What the task requires:
Everything in the listing below except the pictures should be reproduced exactly.

=======

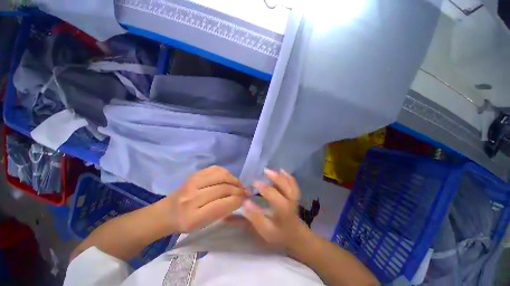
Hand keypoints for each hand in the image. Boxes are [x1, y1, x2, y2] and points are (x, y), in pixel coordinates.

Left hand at [163, 166, 247, 232]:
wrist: (168, 211)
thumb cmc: (188, 222)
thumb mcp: (204, 224)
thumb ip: (222, 211)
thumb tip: (240, 198)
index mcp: (193, 217)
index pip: (222, 204)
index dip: (238, 201)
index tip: (245, 200)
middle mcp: (192, 197)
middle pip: (223, 188)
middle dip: (239, 190)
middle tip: (245, 193)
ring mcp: (193, 182)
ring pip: (222, 176)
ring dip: (235, 180)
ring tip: (239, 185)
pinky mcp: (195, 173)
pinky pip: (216, 169)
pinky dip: (226, 173)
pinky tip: (229, 178)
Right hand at [240, 169, 310, 253]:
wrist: (296, 236)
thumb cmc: (279, 234)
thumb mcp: (265, 231)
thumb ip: (254, 217)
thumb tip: (244, 202)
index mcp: (283, 211)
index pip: (273, 196)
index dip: (263, 188)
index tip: (252, 183)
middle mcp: (290, 202)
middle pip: (285, 186)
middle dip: (274, 177)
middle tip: (263, 171)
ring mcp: (294, 197)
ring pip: (290, 183)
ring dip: (280, 175)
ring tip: (269, 170)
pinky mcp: (295, 195)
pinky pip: (293, 184)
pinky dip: (287, 176)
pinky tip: (281, 171)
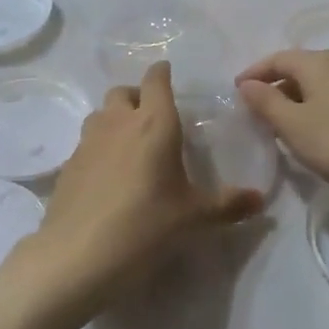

=======

Result of the exercise:
Hand keypoints for each hand in the image. Boxes are [x1, y1, x2, y2] and points are (x, y), in pixel coordinates.

Left hand at [163, 166, 247, 232]:
wrist: (168, 211)
thumb cmc: (188, 222)
thumb mcp: (204, 224)
thumb ip: (222, 211)
thumb tip: (240, 198)
index mcp: (193, 217)
index pip: (222, 204)
index dip: (238, 201)
index tip: (245, 200)
middle mcp: (192, 197)
middle pip: (223, 188)
middle dip: (239, 190)
middle tip: (245, 193)
ring mcp: (193, 182)
ring pip: (222, 176)
ring dip: (235, 180)
ring tip: (239, 185)
pinky mcp: (195, 173)
pinky pip: (216, 169)
pinky dip: (226, 173)
pinky tip: (229, 178)
Right hand at [240, 169, 310, 253]:
wrist: (296, 236)
thumb cmc: (279, 234)
thumb mcp: (265, 231)
thumb ip: (254, 217)
thumb tip: (244, 202)
index mcp: (283, 211)
index pip: (273, 196)
index dip: (263, 188)
index tip: (252, 183)
middle mcp: (290, 202)
middle pip: (285, 186)
middle dip: (274, 177)
middle tip: (263, 171)
ring mcp: (294, 197)
ring pip: (290, 183)
ring dip: (280, 175)
ring tip: (269, 170)
pinky mcp: (295, 195)
pinky pip: (293, 184)
pinky dip: (287, 176)
pinky tip: (281, 171)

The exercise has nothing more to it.